2.3. Im vorliegenden Fall handelt es sich um eine Art „Branchenaufteilungsvertrag“. Der gegenständliche Lizenzvertrag aus 1997 regelt die bereits zuvor bestehende Abgrenzung zwischen dem Motorrad- und dem Fahrradbereich näher. Die Beklagten- (bzw Motorrad-)seite war nie im Fahrradbereich tätig. Eine Nutzung der Marke K***** für diesen Bereich steht ihr aufgrund des Vertragsverhältnisses zwischen den Streitteilen nicht zu.

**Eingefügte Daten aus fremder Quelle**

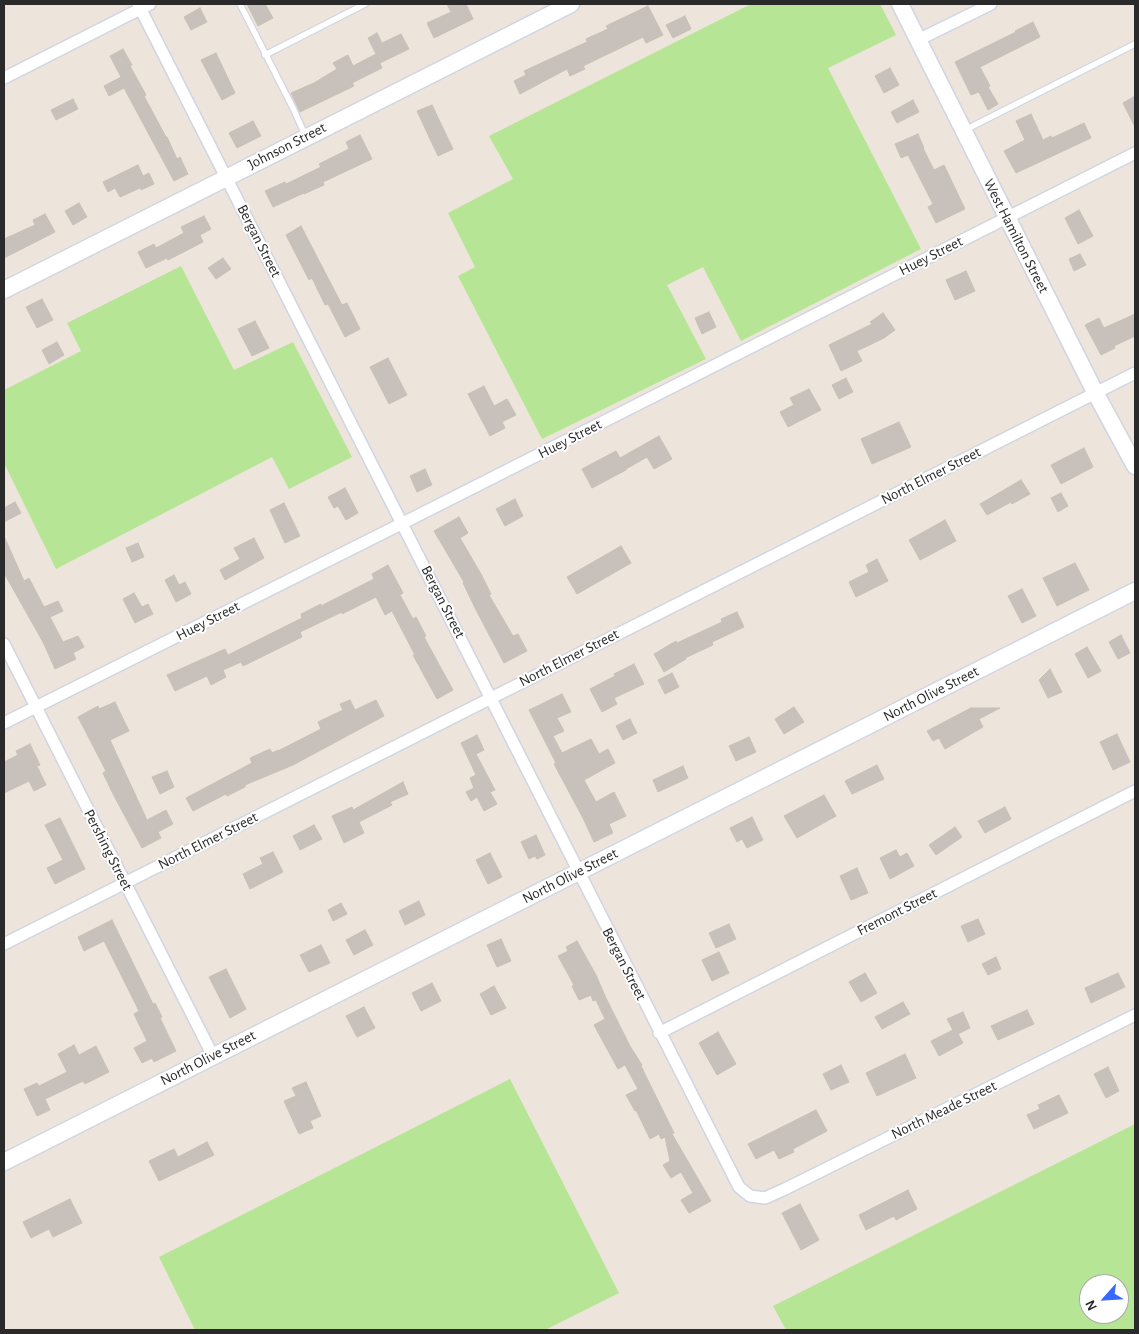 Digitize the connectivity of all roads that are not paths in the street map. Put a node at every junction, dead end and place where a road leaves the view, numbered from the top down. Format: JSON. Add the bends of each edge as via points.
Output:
{"nodes":[{"id":1,"x":240,"y":4,"type":"edge"},
{"id":2,"x":365,"y":4,"type":"edge"},
{"id":3,"x":571,"y":4,"type":"edge"},
{"id":4,"x":900,"y":4,"type":"edge"},
{"id":5,"x":991,"y":4,"type":"edge"},
{"id":6,"x":143,"y":5,"type":"edge"},
{"id":7,"x":918,"y":40,"type":"junction"},
{"id":8,"x":1135,"y":44,"type":"edge"},
{"id":9,"x":265,"y":55,"type":"junction"},
{"id":10,"x":4,"y":78,"type":"edge"},
{"id":11,"x":963,"y":131,"type":"junction"},
{"id":12,"x":306,"y":137,"type":"junction"},
{"id":13,"x":1135,"y":153,"type":"edge"},
{"id":14,"x":226,"y":177,"type":"junction"},
{"id":15,"x":1007,"y":218,"type":"junction"},
{"id":16,"x":4,"y":290,"type":"edge"},
{"id":17,"x":1135,"y":374,"type":"edge"},
{"id":18,"x":1096,"y":394,"type":"junction"},
{"id":19,"x":1135,"y":466,"type":"edge"},
{"id":20,"x":403,"y":523,"type":"junction"},
{"id":21,"x":1135,"y":591,"type":"edge"},
{"id":22,"x":4,"y":644,"type":"edge"},
{"id":23,"x":491,"y":698,"type":"junction"},
{"id":24,"x":35,"y":707,"type":"junction"},
{"id":25,"x":4,"y":723,"type":"edge"},
{"id":26,"x":1135,"y":791,"type":"edge"},
{"id":27,"x":578,"y":872,"type":"junction"},
{"id":28,"x":125,"y":883,"type":"junction"},
{"id":29,"x":4,"y":944,"type":"edge"},
{"id":30,"x":1135,"y":1015,"type":"edge"},
{"id":31,"x":659,"y":1033,"type":"junction"},
{"id":32,"x":213,"y":1056,"type":"junction"},
{"id":33,"x":4,"y":1162,"type":"edge"},
{"id":34,"x":750,"y":1196,"type":"joint"}],
"edges":[{"from":1,"to":9,"type":"lane"},
{"from":2,"to":9,"type":"lane"},
{"from":3,"to":12,"type":"street","name":"Johnson Street"},
{"from":4,"to":7,"type":"street","name":"West Hamilton Street"},
{"from":5,"to":7,"type":"street"},
{"from":6,"to":10,"type":"street"},
{"from":6,"to":14,"type":"street","name":"Bergan Street"},
{"from":7,"to":11,"type":"street","name":"West Hamilton Street"},
{"from":8,"to":11,"type":"lane"},
{"from":9,"to":12,"type":"lane"},
{"from":11,"to":15,"type":"street","name":"West Hamilton Street"},
{"from":12,"to":14,"type":"street","name":"Johnson Street"},
{"from":13,"to":15,"type":"street","name":"Huey Street"},
{"from":14,"to":16,"type":"street","name":"Johnson Street"},
{"from":14,"to":20,"type":"street","name":"Bergan Street"},
{"from":15,"to":18,"type":"street","name":"West Hamilton Street"},
{"from":15,"to":20,"type":"street","name":"Huey Street"},
{"from":17,"to":18,"type":"street","name":"North Elmer Street"},
{"from":18,"to":19,"type":"street","name":"West Hamilton Street"},
{"from":18,"to":23,"type":"street","name":"North Elmer Street"},
{"from":20,"to":23,"type":"street","name":"Bergan Street"},
{"from":20,"to":24,"type":"street","name":"Huey Street"},
{"from":21,"to":27,"type":"street","name":"North Olive Street"},
{"from":22,"to":24,"type":"street","name":"Pershing Street"},
{"from":23,"to":27,"type":"street","name":"Bergan Street"},
{"from":23,"to":28,"type":"street","name":"North Elmer Street"},
{"from":24,"to":25,"type":"street","name":"Huey Street"},
{"from":24,"to":28,"type":"street","name":"Pershing Street"},
{"from":26,"to":31,"type":"street","name":"Fremont Street"},
{"from":27,"to":31,"type":"street","name":"Bergan Street"},
{"from":27,"to":32,"type":"street","name":"North Olive Street"},
{"from":28,"to":29,"type":"street","name":"North Elmer Street"},
{"from":28,"to":32,"type":"street","name":"Pershing Street"},
{"from":30,"to":34,"type":"street","name":"North Meade Street","via":[[785,1189],[765,1198]]},
{"from":31,"to":34,"type":"street","name":"Bergan Street","via":[[735,1181]]},
{"from":32,"to":33,"type":"street","name":"North Olive Street"}]} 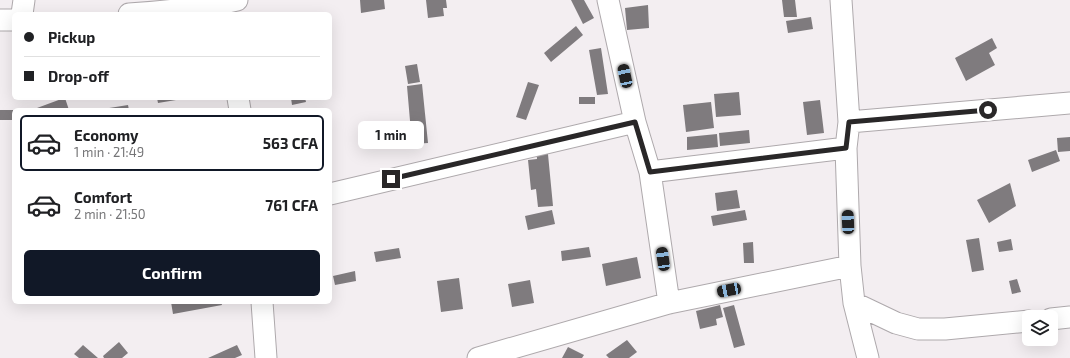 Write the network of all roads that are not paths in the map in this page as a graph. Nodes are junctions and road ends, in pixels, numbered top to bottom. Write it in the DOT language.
graph roads {
  1 [pos="24,0"];
  2 [pos="608,0"];
  3 [pos="841,0"];
  4 [pos="226,6"];
  5 [pos="22,12"];
  6 [pos="160,12"];
  7 [pos="0,20"];
  8 [pos="12,20"];
  9 [pos="1070,103"];
  10 [pos="635,122"];
  11 [pos="849,122"];
  12 [pos="846,148"];
  13 [pos="650,172"];
  14 [pos="332,194"];
  15 [pos="850,266"];
  16 [pos="669,303"];
  17 [pos="854,303"];
  18 [pos="262,304"];
  19 [pos="1070,317"];
  20 [pos="1058,318"];
  21 [pos="1022,322"];
  22 [pos="266,358"];
  23 [pos="478,358"];
  24 [pos="868,358"];
  1 -- 5 [label="street"];
  2 -- 10 [label="street"];
  3 -- 11 [label="street"];
  4 -- 6 [label="street"];
  7 -- 8 [label="street"];
  9 -- 11 [label="street"];
  10 -- 13 [label="street"];
  10 -- 14 [label="street"];
  11 -- 12 [label="street"];
  12 -- 13 [label="street"];
  12 -- 15 [label="street"];
  13 -- 16 [label="street"];
  15 -- 16 [label="street"];
  15 -- 17 [label="street"];
  16 -- 23 [label="street"];
  17 -- 21 [label="street"];
  17 -- 24 [label="street"];
  18 -- 22 [label="street"];
  19 -- 20 [label="street"];
} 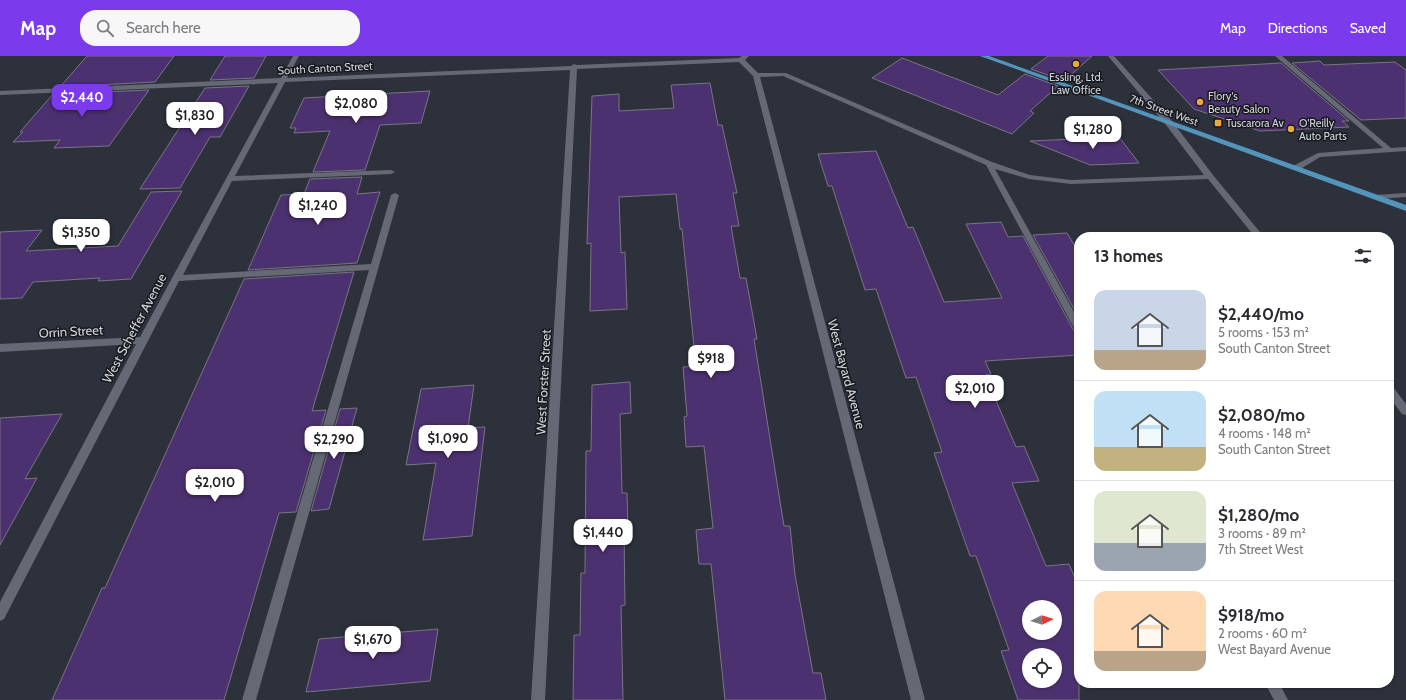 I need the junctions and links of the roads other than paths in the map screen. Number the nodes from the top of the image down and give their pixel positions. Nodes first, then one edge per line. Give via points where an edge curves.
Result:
1 (296, 56) edge
2 (983, 56) edge
3 (1111, 56) edge
4 (1278, 56) edge
5 (725, 58) edge
6 (744, 58) edge
7 (574, 66) junction
8 (756, 75) junction
9 (283, 80) junction
10 (0, 93) edge
11 (1169, 123) junction
12 (1406, 149) edge
13 (1389, 150) junction
14 (988, 164) junction
15 (1296, 168) junction
16 (391, 172) dead end
17 (1210, 177) junction
18 (230, 179) junction
19 (395, 195) dead end
20 (1406, 195) edge
21 (1376, 197) junction
22 (1406, 208) edge
23 (1256, 232) edge
24 (374, 267) junction
25 (176, 278) junction
26 (1074, 321) edge
27 (143, 340) junction
28 (0, 348) edge
29 (1394, 396) edge
30 (1406, 410) edge
31 (0, 614) edge
32 (1275, 688) edge
33 (249, 700) edge
34 (538, 700) edge
35 (918, 700) edge
36 (1281, 700) edge

1 - 9 street, West Scheffer Avenue
2 - 11 main road, 7th Street West
3 - 11 street
4 - 13 street
5 - 6 street, South Canton Street
5 - 7 street, South Canton Street
6 - 8 street
7 - 9 street, South Canton Street
7 - 34 street, West Forster Street
8 - 14 street via 784,74
8 - 35 street, West Bayard Avenue
9 - 10 street, South Canton Street
9 - 18 street, West Scheffer Avenue
11 - 15 main road, 7th Street West
11 - 17 street
12 - 13 street
13 - 15 street via 1318,156
14 - 17 street via 1029,177 1070,182
14 - 26 street
15 - 21 main road, 7th Street West
16 - 18 street
17 - 23 street
18 - 25 street, West Scheffer Avenue
19 - 24 street
20 - 21 street
21 - 22 main road, 7th Street West
24 - 25 street
24 - 33 street
25 - 27 street, West Scheffer Avenue
27 - 28 street, Orrin Street
27 - 31 street, West Scheffer Avenue
29 - 30 street
32 - 36 street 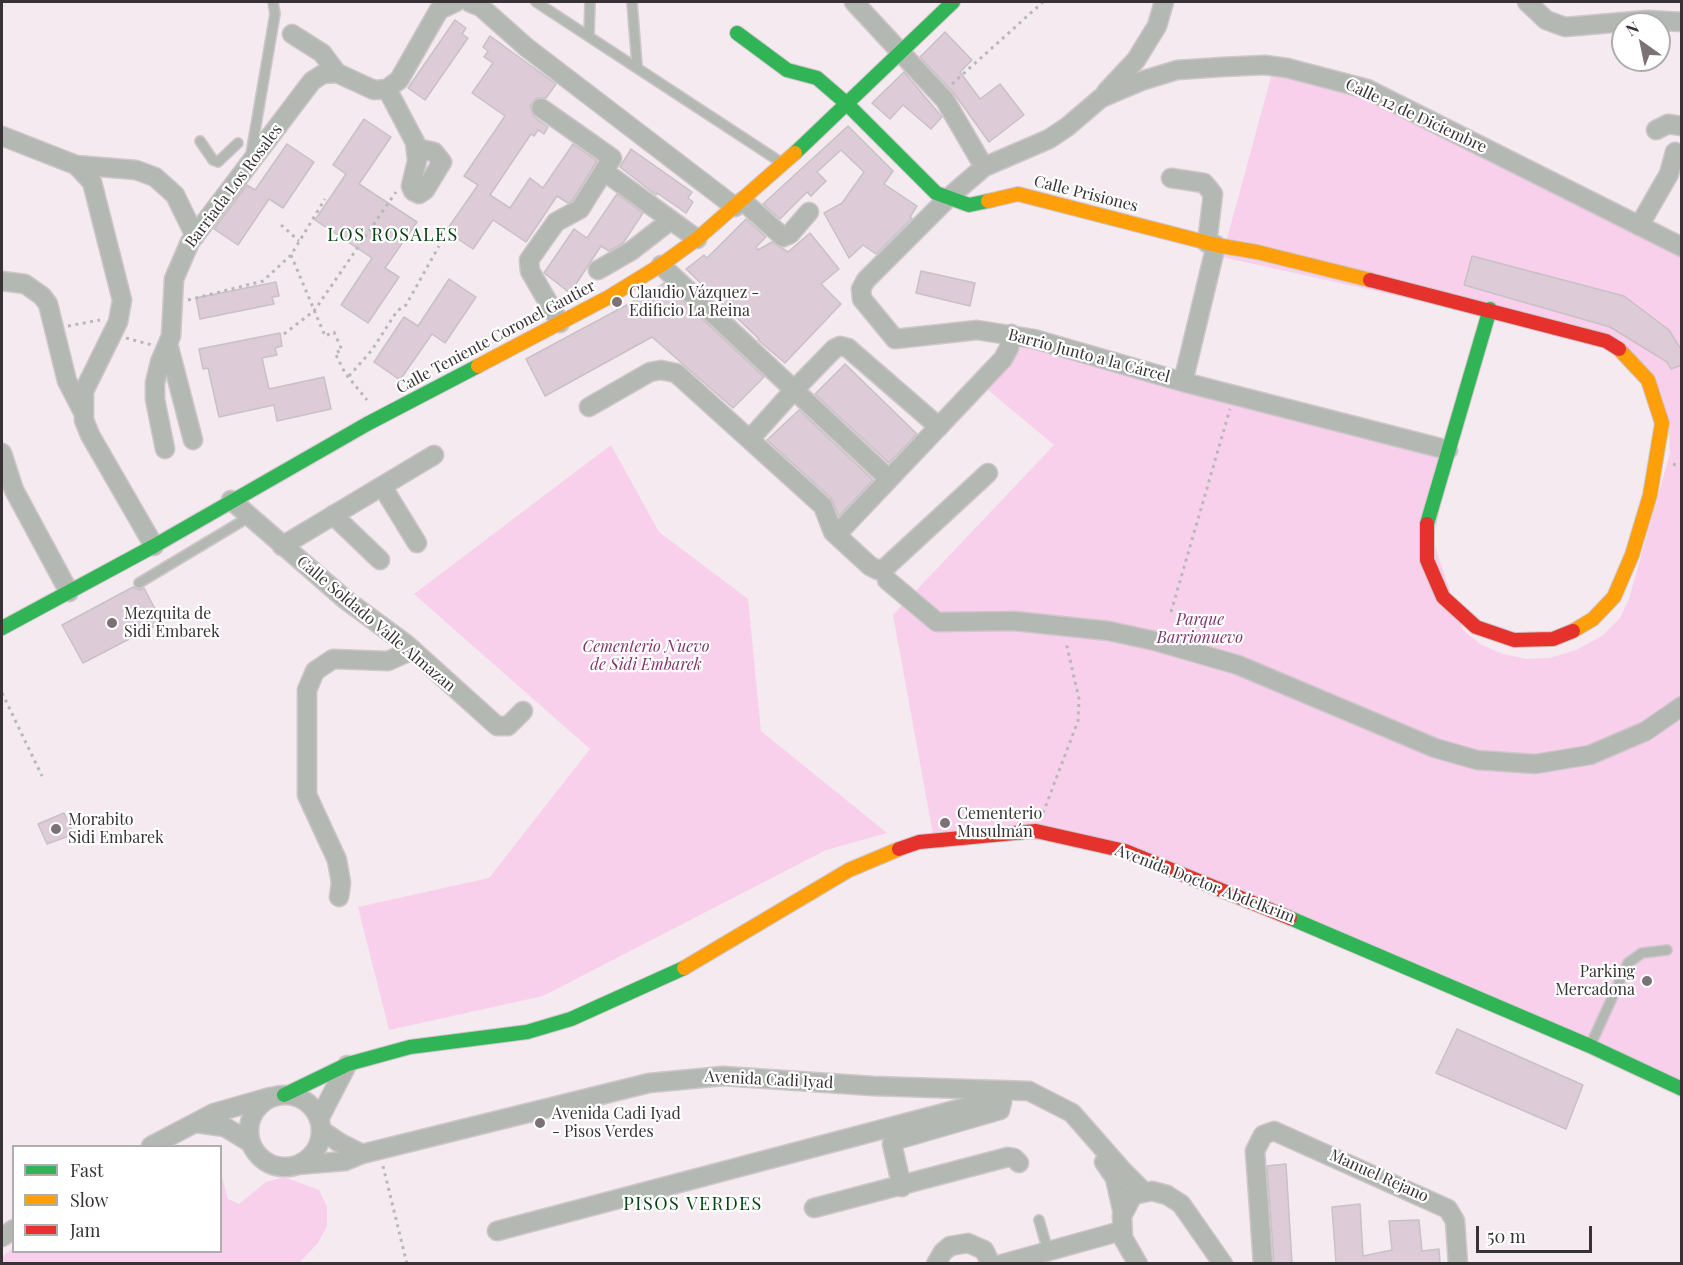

Diese vertraglich festgelegte Einschränkung der Beklagtenseite bedeutet keine Einschränkung der mit einer Marke verbundenen Ausschließungsrechte, zumal ihr solche im Motorradbereich zur Gänze zustehen.

2.4. Die Vorinstanzen sind vom Fortbestand des Lizenzvertrags ausgegangen. Die Beklagten zeigen nicht auf, dass dieses Ergebnis gegen die Entscheidung des EuGH zu Martin Y Paz verstößt. Insoweit bedarf es daher keiner Anrufung des EuGH im Wege der Vorabentscheidung.